GCC governments actively encourage mergers and acquisitions through incentives such as for example tax breaks and regulatory approval as a means to solidify companies and build up regional businesses to be have the capacity to contending on a global level, as would Amin Nasser likely tell you. The necessity for economic diversification and market expansion drives much of the M&A deals in the GCC. GCC countries are working seriously to draw in FDI by creating a favourable ecosystem and increasing the ease of doing business for foreign investors. This plan is not only directed to attract foreign investors since they will contribute to economic growth but, more most importantly, to facilitate M&A deals, which in turn will play an important role in enabling GCC-based companies to get access to international markets and transfer technology and expertise.

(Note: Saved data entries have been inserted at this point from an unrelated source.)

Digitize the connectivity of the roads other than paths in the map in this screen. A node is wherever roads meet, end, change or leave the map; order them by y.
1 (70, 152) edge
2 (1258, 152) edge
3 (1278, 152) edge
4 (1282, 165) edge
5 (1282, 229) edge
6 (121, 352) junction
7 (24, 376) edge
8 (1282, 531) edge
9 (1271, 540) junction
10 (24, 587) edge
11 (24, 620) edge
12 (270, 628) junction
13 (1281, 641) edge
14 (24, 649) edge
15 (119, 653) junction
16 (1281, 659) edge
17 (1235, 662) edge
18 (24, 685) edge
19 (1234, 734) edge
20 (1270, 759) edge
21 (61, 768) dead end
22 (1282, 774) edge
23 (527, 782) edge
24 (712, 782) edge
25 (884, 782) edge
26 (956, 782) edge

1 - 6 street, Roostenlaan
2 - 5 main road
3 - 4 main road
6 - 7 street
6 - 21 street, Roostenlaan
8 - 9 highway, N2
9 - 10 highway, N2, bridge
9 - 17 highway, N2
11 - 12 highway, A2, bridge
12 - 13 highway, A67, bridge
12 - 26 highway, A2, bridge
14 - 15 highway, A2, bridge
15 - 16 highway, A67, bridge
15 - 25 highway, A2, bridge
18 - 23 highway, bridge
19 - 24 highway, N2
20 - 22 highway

Strategic mergers and acquisitions are seen as a way to tackle obstacles worldwide businesses encounter in Arab Gulf countries and emerging markets. Companies planning to enter and expand their reach within the GCC countries face different difficulties, such as cultural distinctions, unfamiliar regulatory frameworks, and market competition. Nonetheless, when they buy local companies or merge with local enterprises, they gain immediate usage of local knowledge and study their local partner's sucess. One of the most prominent cases of successful acquisitions in GCC markets is when a giant worldwide e-commerce corporation acquired a regionally leading e-commerce platform, that the giant e-commerce corporation recognised as being a strong contender. Nonetheless, the acquisition not only removed local competition but in addition offered valuable local insights, a client base, and an already founded convenient infrastructure. Furthermore, another notable instance could be the acquisition of a Arab super app, specifically a ridesharing business, by an worldwide ride-hailing services provider. The international business gained a well-established brand name having a big user base and extensive understanding of the area transportation market and client choices through the acquisition.